What is required> Please transcribe exactly the lines from the first line of the records below through the line containing "Digitize the connectivity", including both, and omit all pictures.

Material provided>

╔══

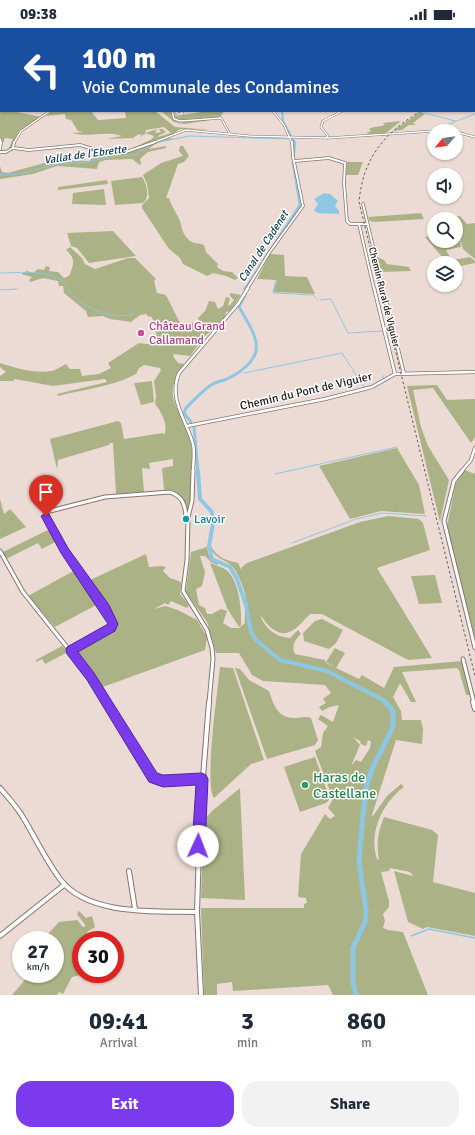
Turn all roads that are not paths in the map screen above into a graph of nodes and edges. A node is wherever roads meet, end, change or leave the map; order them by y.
1 (49, 112) edge
2 (174, 112) edge
3 (175, 112) edge
4 (181, 112) edge
5 (275, 112) edge
6 (340, 112) edge
7 (427, 131) edge
8 (230, 134) junction
9 (463, 134) edge
10 (475, 137) edge
11 (293, 138) junction
12 (314, 138) junction
13 (0, 139) edge
14 (13, 148) junction
15 (0, 151) edge
16 (294, 160) junction
17 (363, 204) dead end
18 (359, 224) junction
19 (367, 224) junction
20 (475, 372) edge
21 (395, 374) junction
22 (404, 374) junction
23 (187, 426) junction
24 (475, 448) edge
25 (188, 517) junction
26 (0, 551) edge
27 (475, 648) edge
28 (71, 650) junction
29 (463, 659) dead end
30 (475, 709) edge
31 (202, 779) junction
32 (0, 788) edge
33 (129, 871) dead end
34 (64, 885) junction
35 (135, 909) junction
36 (197, 912) junction
37 (0, 936) edge
38 (201, 995) edge

1 - 14 street
2 - 8 street
3 - 4 street
5 - 11 street
6 - 12 street
7 - 12 street
8 - 11 street
8 - 14 street
9 - 10 street
11 - 12 street
11 - 16 street
13 - 15 street
14 - 15 street
16 - 18 street
16 - 23 street
17 - 19 street
18 - 19 street
18 - 21 street, Chemin Rural de Viguier
19 - 22 street
20 - 22 street
21 - 22 street
21 - 23 street, Chemin du Pont de Viguier
23 - 25 street
24 - 27 street
25 - 28 street
25 - 31 street
26 - 28 street
28 - 31 street
29 - 30 street
31 - 36 street
32 - 34 street
33 - 35 street
34 - 35 street
34 - 37 street
35 - 36 street
36 - 38 street

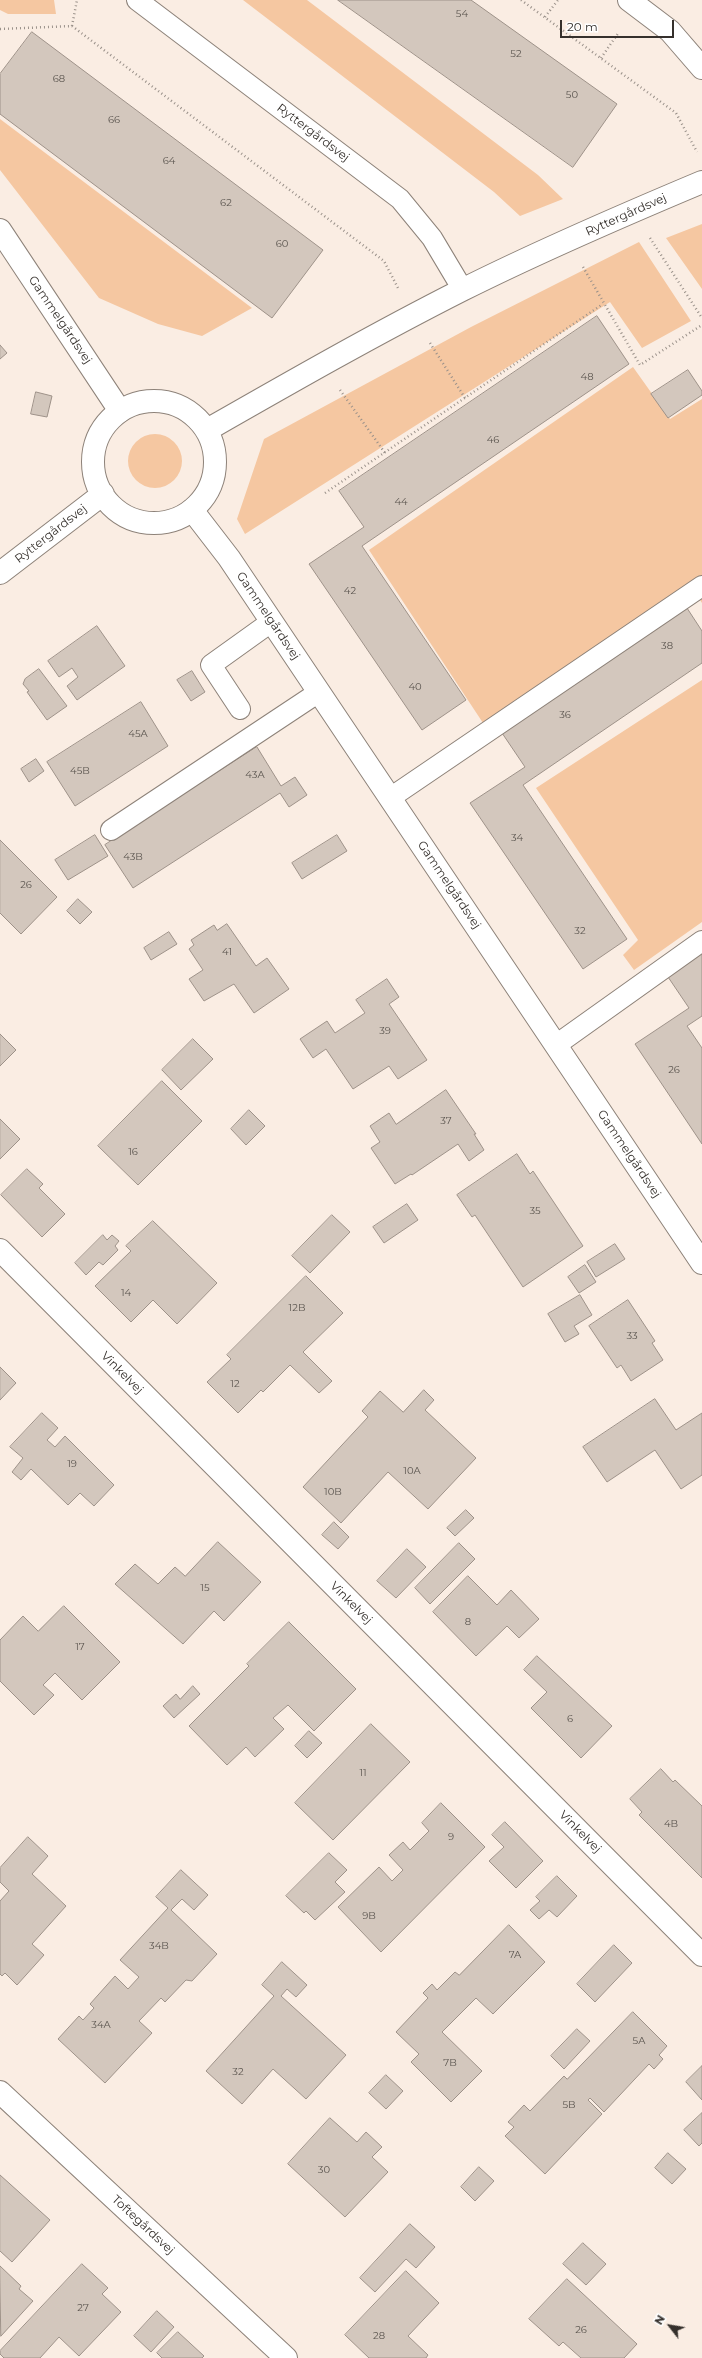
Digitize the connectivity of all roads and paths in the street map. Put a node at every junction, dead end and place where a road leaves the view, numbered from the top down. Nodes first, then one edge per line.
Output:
1 (77, 0) edge
2 (137, 0) edge
3 (521, 0) edge
4 (558, 0) edge
5 (629, 0) edge
6 (545, 17) junction
7 (72, 26) junction
8 (0, 29) edge
9 (702, 68) edge
10 (698, 154) dead end
11 (702, 182) edge
12 (632, 211) junction
13 (0, 230) edge
14 (568, 241) junction
15 (463, 290) junction
16 (603, 304) junction
17 (413, 316) junction
18 (702, 318) edge
19 (702, 325) edge
20 (322, 364) junction
21 (465, 398) junction
22 (120, 411) junction
23 (206, 430) junction
24 (385, 453) junction
25 (325, 492) dead end
26 (102, 494) junction
27 (192, 510) junction
28 (0, 573) edge
29 (702, 586) edge
30 (272, 622) junction
31 (319, 692) junction
32 (240, 709) dead end
33 (390, 798) junction
34 (112, 830) dead end
35 (702, 941) edge
36 (556, 1045) junction
37 (0, 1250) edge
38 (702, 1263) edge
39 (702, 1955) edge
40 (0, 2092) edge
41 (286, 2358) edge

1 - 7 path
2 - 15 lane, Ryttergårdsvej
3 - 6 path
4 - 6 path
5 - 9 street
6 - 10 path
7 - 8 path
7 - 17 path
11 - 12 street, Ryttergårdsvej
12 - 14 street, Ryttergårdsvej
12 - 18 path
13 - 22 street, Gammelgårdsvej
14 - 15 street, Ryttergårdsvej
14 - 16 path
15 - 17 street, Ryttergårdsvej
16 - 19 path
16 - 21 path
17 - 20 street, Ryttergårdsvej
17 - 21 path
20 - 23 street, Ryttergårdsvej
20 - 24 path
21 - 24 path
22 - 23 street
22 - 26 street
23 - 27 street
24 - 25 path
26 - 27 street
26 - 28 street, Ryttergårdsvej
27 - 30 street, Gammelgårdsvej
29 - 33 lane
30 - 31 street, Gammelgårdsvej
30 - 32 lane
31 - 33 street, Gammelgårdsvej
31 - 34 lane
33 - 36 street, Gammelgårdsvej
35 - 36 lane
36 - 38 street, Gammelgårdsvej
37 - 39 street, Vinkelvej
40 - 41 street, Toftegårdsvej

╚══

Task output>
Turn all roads that are not paths in the map screen above into a graph of nodes and edges. A node is wherever roads meet, end, change or leave the map; order them by y.
1 (49, 112) edge
2 (174, 112) edge
3 (175, 112) edge
4 (181, 112) edge
5 (275, 112) edge
6 (340, 112) edge
7 (427, 131) edge
8 (230, 134) junction
9 (463, 134) edge
10 (475, 137) edge
11 (293, 138) junction
12 (314, 138) junction
13 (0, 139) edge
14 (13, 148) junction
15 (0, 151) edge
16 (294, 160) junction
17 (363, 204) dead end
18 (359, 224) junction
19 (367, 224) junction
20 (475, 372) edge
21 (395, 374) junction
22 (404, 374) junction
23 (187, 426) junction
24 (475, 448) edge
25 (188, 517) junction
26 (0, 551) edge
27 (475, 648) edge
28 (71, 650) junction
29 (463, 659) dead end
30 (475, 709) edge
31 (202, 779) junction
32 (0, 788) edge
33 (129, 871) dead end
34 (64, 885) junction
35 (135, 909) junction
36 (197, 912) junction
37 (0, 936) edge
38 (201, 995) edge

1 - 14 street
2 - 8 street
3 - 4 street
5 - 11 street
6 - 12 street
7 - 12 street
8 - 11 street
8 - 14 street
9 - 10 street
11 - 12 street
11 - 16 street
13 - 15 street
14 - 15 street
16 - 18 street
16 - 23 street
17 - 19 street
18 - 19 street
18 - 21 street, Chemin Rural de Viguier
19 - 22 street
20 - 22 street
21 - 22 street
21 - 23 street, Chemin du Pont de Viguier
23 - 25 street
24 - 27 street
25 - 28 street
25 - 31 street
26 - 28 street
28 - 31 street
29 - 30 street
31 - 36 street
32 - 34 street
33 - 35 street
34 - 35 street
34 - 37 street
35 - 36 street
36 - 38 street

Digitize the connectivity of all roads and paths in the street map. Put a node at every junction, dead end and place where a road leaves the view, numbered from the top down. Nodes first, then one edge per line.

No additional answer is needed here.